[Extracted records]
______________________________

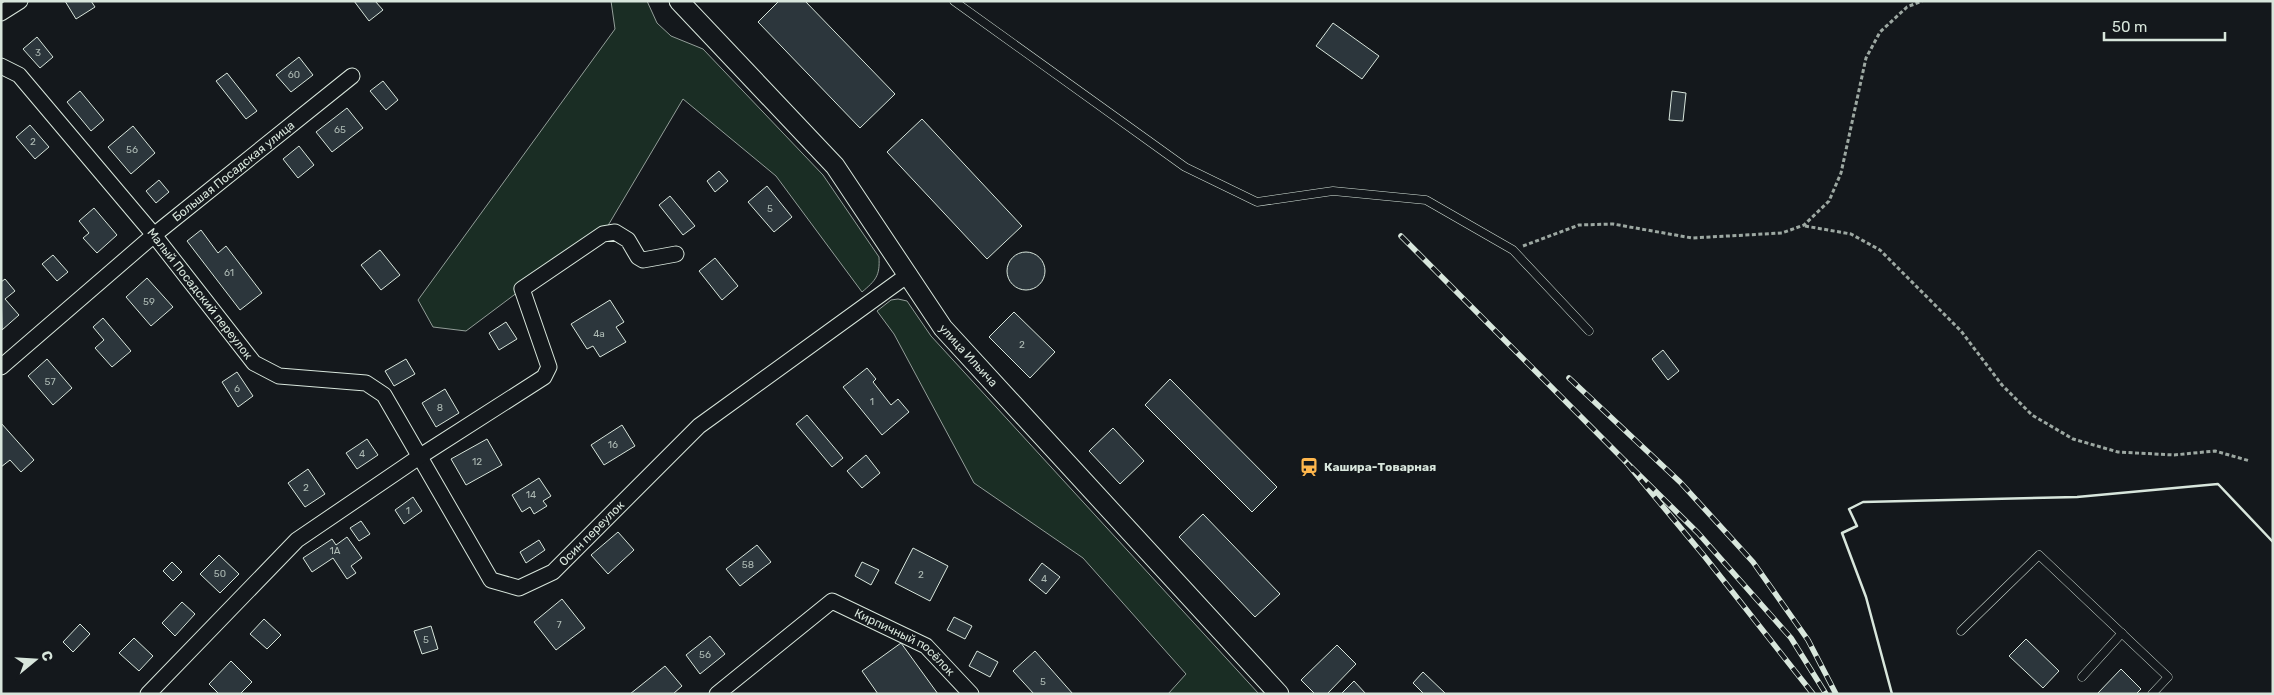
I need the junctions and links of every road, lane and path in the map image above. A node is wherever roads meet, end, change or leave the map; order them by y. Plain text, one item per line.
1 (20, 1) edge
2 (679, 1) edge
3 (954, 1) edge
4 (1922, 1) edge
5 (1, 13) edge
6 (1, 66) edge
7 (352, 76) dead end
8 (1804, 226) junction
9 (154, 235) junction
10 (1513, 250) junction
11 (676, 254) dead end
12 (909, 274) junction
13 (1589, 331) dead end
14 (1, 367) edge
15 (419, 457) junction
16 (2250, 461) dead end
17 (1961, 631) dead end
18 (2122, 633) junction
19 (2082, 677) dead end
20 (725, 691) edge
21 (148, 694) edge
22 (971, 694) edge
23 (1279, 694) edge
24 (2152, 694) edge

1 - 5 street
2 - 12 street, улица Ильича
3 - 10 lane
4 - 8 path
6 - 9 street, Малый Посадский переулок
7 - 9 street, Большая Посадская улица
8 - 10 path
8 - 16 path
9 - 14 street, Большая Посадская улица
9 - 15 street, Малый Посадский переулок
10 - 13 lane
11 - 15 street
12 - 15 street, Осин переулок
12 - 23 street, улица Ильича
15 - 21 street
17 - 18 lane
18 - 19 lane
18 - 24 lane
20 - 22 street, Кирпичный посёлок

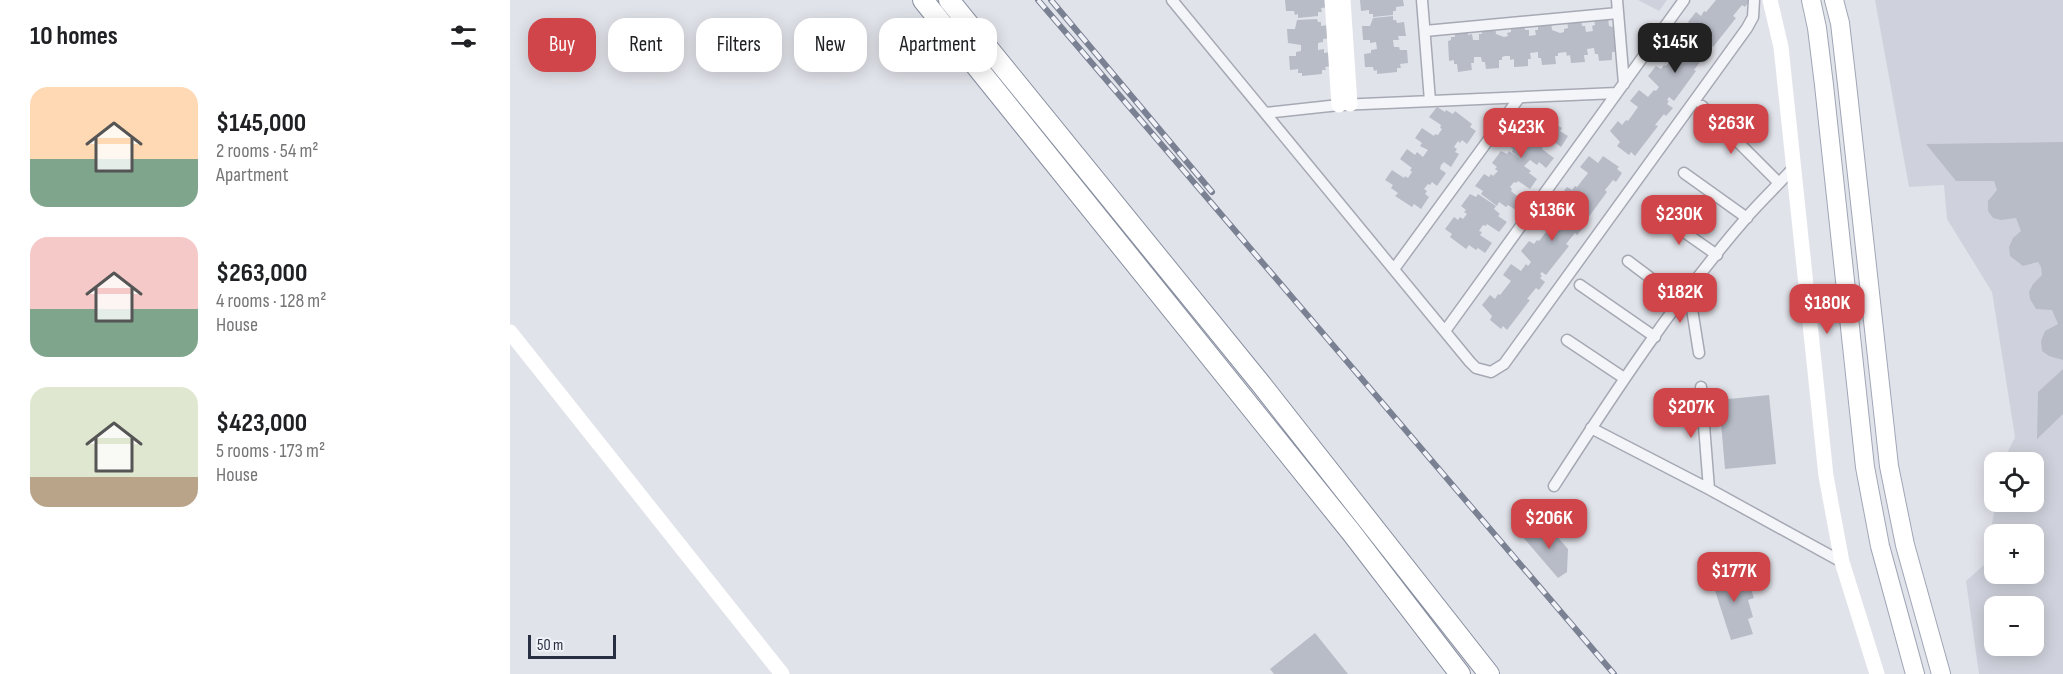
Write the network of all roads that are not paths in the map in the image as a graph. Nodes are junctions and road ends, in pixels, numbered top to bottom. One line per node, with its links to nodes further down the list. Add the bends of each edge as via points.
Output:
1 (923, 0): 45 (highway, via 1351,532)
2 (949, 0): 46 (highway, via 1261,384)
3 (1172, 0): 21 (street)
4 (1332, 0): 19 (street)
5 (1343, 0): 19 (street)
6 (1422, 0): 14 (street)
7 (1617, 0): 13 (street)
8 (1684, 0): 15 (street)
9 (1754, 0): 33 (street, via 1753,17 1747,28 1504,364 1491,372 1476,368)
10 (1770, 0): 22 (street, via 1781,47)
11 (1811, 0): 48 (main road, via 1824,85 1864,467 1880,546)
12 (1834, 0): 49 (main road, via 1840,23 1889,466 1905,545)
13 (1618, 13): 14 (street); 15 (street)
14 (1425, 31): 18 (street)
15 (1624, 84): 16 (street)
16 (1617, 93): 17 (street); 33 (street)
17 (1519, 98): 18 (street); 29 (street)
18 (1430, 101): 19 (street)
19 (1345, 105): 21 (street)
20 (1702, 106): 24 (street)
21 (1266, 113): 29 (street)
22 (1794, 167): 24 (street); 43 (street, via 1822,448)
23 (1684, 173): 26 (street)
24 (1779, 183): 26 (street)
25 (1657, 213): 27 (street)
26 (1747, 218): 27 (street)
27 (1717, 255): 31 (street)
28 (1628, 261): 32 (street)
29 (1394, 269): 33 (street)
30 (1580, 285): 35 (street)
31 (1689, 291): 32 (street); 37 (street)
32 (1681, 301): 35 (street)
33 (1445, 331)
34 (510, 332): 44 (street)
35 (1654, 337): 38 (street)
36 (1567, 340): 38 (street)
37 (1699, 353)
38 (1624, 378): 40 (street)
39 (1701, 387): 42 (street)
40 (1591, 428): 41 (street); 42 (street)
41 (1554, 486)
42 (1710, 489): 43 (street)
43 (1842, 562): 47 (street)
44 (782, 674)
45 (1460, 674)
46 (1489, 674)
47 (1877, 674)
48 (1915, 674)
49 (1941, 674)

______________________________

What the exercise asks →
Which lines of the data contain the string "Малый"? Copy each of them.

The answer →
6 - 9 street, Малый Посадский переулок
9 - 15 street, Малый Посадский переулок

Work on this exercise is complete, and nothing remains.